Ou melhor, sabe-se —mais ou menos— que o empresariado oculta o que pensa e escreve mal. Publicado nos jornais, o seu manifesto é geográfico e a-histórico, urbanístico e apolítico, inatual e atemporal.
A gororoba começa. “A praça dos Três Poderes encarna a representação arquitetônica da independência e harmonia entre o Legislativo, o Executivo e o Judiciário, essência da República. Esse espaço foi construído formando um triângulo equilátero, cujos vértices são os edifícios-sede de cada um dos Poderes’.’
O manifesto não notou aquilo que João Cabral registou num poema sobre Brasília. Os seus palácios “de aço e de cimento” recobrem o “poroso quase carnal” da alvenaria do “Brasil antigo”; o Planalto, o Congresso e o Supremo são as “casas-grandes” de hoje, de onde se exerce o mando sobre as novas senzalas.
Seguem-se quatro parágrafos rebarbativos exortando as casas-grandes a se congraçarem. É um apelo velho como a Sé de Braga, recorrente na história da elite nacional: deixa disso, gente boa, vamos bater papo e pedir uma pizza. A prolixa peroração caberia numa palavra —conciliação.
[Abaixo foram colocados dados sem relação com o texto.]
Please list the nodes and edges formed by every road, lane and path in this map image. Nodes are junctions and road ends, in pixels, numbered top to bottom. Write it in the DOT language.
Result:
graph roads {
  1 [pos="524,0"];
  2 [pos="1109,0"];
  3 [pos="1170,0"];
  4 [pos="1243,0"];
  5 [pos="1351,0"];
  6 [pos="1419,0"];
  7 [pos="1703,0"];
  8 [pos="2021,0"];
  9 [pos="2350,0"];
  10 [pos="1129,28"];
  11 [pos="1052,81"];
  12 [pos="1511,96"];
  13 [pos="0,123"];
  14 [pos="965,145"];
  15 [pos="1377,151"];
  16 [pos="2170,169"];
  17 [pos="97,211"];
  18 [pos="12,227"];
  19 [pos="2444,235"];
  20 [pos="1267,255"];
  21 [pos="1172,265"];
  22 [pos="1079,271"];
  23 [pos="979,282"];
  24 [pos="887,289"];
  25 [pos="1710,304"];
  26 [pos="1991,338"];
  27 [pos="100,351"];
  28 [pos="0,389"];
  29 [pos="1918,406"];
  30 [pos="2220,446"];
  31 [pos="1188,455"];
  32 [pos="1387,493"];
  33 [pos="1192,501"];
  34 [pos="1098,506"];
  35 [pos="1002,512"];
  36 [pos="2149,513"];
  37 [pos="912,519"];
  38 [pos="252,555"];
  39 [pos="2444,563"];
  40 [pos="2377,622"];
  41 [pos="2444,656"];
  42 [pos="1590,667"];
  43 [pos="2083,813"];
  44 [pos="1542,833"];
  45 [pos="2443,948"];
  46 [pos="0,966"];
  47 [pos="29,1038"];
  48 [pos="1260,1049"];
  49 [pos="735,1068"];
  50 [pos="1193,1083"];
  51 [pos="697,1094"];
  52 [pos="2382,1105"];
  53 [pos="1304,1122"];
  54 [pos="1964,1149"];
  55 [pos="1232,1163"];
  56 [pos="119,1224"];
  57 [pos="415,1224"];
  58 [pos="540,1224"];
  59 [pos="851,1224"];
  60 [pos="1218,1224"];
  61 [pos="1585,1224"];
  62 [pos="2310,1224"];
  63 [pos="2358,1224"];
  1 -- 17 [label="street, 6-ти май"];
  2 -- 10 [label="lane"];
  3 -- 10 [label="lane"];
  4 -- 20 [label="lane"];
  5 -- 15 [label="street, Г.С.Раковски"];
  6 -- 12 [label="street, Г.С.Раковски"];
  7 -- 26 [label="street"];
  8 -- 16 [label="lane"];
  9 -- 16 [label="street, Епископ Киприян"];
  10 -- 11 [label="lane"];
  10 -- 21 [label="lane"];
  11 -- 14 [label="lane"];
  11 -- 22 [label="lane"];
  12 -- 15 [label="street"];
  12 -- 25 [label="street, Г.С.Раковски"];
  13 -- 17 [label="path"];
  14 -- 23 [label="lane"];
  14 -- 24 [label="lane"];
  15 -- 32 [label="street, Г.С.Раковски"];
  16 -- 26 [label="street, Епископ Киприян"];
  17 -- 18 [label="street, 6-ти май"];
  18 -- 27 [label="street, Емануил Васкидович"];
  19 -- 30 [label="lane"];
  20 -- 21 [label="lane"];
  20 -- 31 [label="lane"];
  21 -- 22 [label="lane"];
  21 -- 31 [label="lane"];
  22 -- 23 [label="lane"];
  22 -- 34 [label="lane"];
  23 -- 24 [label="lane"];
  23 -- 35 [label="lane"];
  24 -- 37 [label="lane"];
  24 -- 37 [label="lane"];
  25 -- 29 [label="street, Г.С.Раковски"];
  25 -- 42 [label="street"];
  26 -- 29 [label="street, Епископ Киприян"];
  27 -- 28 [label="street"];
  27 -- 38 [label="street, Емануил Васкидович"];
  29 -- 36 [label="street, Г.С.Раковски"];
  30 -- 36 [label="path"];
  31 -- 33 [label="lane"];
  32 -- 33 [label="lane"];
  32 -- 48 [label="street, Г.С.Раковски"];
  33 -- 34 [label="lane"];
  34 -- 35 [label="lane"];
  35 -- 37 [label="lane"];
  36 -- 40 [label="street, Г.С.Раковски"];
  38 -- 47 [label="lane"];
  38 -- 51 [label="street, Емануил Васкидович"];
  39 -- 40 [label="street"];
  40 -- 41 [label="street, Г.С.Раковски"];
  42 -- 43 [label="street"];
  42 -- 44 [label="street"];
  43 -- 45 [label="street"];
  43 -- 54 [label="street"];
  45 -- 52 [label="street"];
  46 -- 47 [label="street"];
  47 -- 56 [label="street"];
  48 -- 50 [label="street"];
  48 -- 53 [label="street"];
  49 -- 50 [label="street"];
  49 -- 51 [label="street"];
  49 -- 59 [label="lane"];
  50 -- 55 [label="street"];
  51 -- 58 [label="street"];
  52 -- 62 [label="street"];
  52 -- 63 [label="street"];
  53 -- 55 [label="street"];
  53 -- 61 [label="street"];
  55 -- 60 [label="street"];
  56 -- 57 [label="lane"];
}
A chique missiva do country club tenta dar um dó de peito na última frase. “Esse é o anseio da nação brasileira.” Espera aí. Fiesp, Febraban e congêneres falando em nome da nação? A petulância dos rapeizes subiu à cabeça? Perderam o senso do ridículo? Pfff.
Os intérpretes de desígnios dos manda-chuvas entenderam que o manifestinho não era a enésima exortação a que Bolsonaro se modera. Seria, em vez disso, um vibrante chega para lá no dito cujo, uma mensagem do PIB, uma ruptura —as coisas de sempre.
Acredite-se, por um minuto, nessa interpretação. O “recado duro” continuaria inócuo porque Bolsonaro está cantando e andando para pseudomanifestos. Sabe que não é hora de papagaiada. Ele tem uma ideia fixa e uma estratégia.
A saber: quer derrubar a democracia e se perpetuar no poder. Por isso dá três passos e recua um. Por isso provoca, insulta e diz o que lhe vem à cabeça. Testa as águas para, no momento em que estiver mais forte, dar o bote.
Ele botará suas tropas na rua no 7 de setembro para causar tumulto. Se não houver uma ação acachapante contra ele, destruirá a democracia. Concretamente: se não houver uma manifestação maior que a dos seus fanáticos, no mesmo dia ou pouco depois, o golpe estará mais próximo. Vem sendo assim desde sua posse.
O Evangelho de São João abre: “No princípio era o verbo”. Mas Freud corrigiu o evangelista e reescreveu o versículo: “No princípio era a ação”.